Working papers
Refinancing Cross-Subsidies in the Mortgage Market (with Alessandro Gavazza, Lu Liu, Tarun Ramadorai, Jagdish Tripathy), July 2022.
In household finance markets, inactive households can implicitly cross-subsidize active households who promptly respond to financial incentives. We assess the magnitude and distribution of cross-subsidies in the mortgage market. To do so, we build a model of household mortgage refinancing and structurally estimate it on rich administrative data on the stock of outstanding UK mortgages in June 2015. We estimate sizeable cross-subsidies during this sample period, from relatively poorer households and those located in less-wealthy areas towards richer households and those located in wealthier areas. Our work highlights how the design of household finance markets can contribute to wealth inequality. Estimated cross-subsidies may differ in more recent periods given changes in the UK mortgage market since 2015.
The Cost of Labor Supply Biases (draft available on request)

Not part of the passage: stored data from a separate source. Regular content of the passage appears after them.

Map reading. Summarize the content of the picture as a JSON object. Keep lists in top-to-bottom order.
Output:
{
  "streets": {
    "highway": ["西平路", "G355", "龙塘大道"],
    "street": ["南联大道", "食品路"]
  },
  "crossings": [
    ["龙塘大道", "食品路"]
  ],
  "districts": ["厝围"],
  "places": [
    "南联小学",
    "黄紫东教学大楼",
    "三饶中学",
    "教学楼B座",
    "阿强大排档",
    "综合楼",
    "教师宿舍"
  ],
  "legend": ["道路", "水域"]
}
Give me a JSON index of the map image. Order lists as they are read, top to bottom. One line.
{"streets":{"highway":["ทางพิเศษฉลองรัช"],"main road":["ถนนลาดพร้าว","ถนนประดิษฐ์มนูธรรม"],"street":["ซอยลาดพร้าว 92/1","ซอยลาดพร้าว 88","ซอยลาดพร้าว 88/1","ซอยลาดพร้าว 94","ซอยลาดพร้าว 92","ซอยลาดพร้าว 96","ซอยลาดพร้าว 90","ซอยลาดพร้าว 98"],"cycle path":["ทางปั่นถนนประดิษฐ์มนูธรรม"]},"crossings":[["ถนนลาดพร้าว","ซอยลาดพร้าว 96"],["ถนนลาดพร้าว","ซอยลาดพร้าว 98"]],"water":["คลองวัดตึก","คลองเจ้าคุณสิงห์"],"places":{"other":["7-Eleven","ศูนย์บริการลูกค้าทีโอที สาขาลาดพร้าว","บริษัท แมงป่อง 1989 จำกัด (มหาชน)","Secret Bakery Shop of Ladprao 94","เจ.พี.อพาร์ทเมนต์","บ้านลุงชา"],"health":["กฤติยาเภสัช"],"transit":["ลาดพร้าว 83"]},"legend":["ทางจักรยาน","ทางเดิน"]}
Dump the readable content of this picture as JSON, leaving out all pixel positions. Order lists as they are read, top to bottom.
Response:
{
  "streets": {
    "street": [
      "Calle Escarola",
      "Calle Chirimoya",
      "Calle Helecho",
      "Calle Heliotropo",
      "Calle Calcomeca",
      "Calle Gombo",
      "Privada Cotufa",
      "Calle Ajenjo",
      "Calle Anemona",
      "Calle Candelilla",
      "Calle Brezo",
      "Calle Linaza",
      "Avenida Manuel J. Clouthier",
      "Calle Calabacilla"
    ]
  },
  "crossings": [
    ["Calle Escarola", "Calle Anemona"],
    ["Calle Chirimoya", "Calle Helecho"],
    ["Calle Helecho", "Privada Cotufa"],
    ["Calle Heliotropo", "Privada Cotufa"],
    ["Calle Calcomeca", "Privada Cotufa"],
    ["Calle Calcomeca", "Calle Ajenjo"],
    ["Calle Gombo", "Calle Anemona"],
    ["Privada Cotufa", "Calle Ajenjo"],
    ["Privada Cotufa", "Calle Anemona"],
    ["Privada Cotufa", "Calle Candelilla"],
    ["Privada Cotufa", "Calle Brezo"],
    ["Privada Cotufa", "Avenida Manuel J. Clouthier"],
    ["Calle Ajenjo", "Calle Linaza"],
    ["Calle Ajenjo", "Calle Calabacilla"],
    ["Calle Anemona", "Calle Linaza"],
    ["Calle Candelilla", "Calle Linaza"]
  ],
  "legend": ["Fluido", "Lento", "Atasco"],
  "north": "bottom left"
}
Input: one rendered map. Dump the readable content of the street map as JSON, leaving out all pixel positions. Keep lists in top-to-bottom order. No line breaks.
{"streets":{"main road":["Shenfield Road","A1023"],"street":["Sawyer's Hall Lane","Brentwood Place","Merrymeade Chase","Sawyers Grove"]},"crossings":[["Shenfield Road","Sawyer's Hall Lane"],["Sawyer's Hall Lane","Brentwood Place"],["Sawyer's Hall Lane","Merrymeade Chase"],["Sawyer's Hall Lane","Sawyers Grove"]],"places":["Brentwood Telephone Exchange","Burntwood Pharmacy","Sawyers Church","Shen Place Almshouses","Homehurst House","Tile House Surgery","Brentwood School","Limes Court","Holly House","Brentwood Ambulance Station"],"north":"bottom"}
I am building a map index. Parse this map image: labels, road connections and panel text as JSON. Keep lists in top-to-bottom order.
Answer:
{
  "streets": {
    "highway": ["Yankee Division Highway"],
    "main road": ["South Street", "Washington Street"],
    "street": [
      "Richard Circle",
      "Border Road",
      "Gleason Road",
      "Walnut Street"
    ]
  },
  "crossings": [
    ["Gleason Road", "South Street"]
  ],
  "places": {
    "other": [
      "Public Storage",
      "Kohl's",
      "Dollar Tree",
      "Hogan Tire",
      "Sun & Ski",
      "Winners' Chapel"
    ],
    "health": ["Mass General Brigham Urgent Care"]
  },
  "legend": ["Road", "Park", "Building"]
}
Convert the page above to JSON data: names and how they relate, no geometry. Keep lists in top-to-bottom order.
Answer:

This paper investigates an important dimension of the typical flexibility versus security trade-off that is used to frame self-employment, namely, behavioral frictions in exploiting flexibility. I study the welfare cost of behavioral biases in intensive margin labor supply decisions for a group of self-employed workers who are free to pick their hours. In response to salient wage variation, workers’ behavior implies a large and positive daily Frisch elasticity of 0.80 (s.e. 0.10). But in response to more common wage fluctuations their labor supply function is downward sloping for a range of wages, which is incompatible with even the most unrestrictive models of labor supply. In the spirit of Chetty-Looney-Kroft (2009), I use the salient Frisch elasticity to characterize preferences, and contrast outcomes under observed and optimal labor supply. A new sufficient statistics formula translates these deviations into daily welfare losses, which are economically significant. Point estimates range from two to five percent of income. Annually this can imply welfare losses of over £1,000.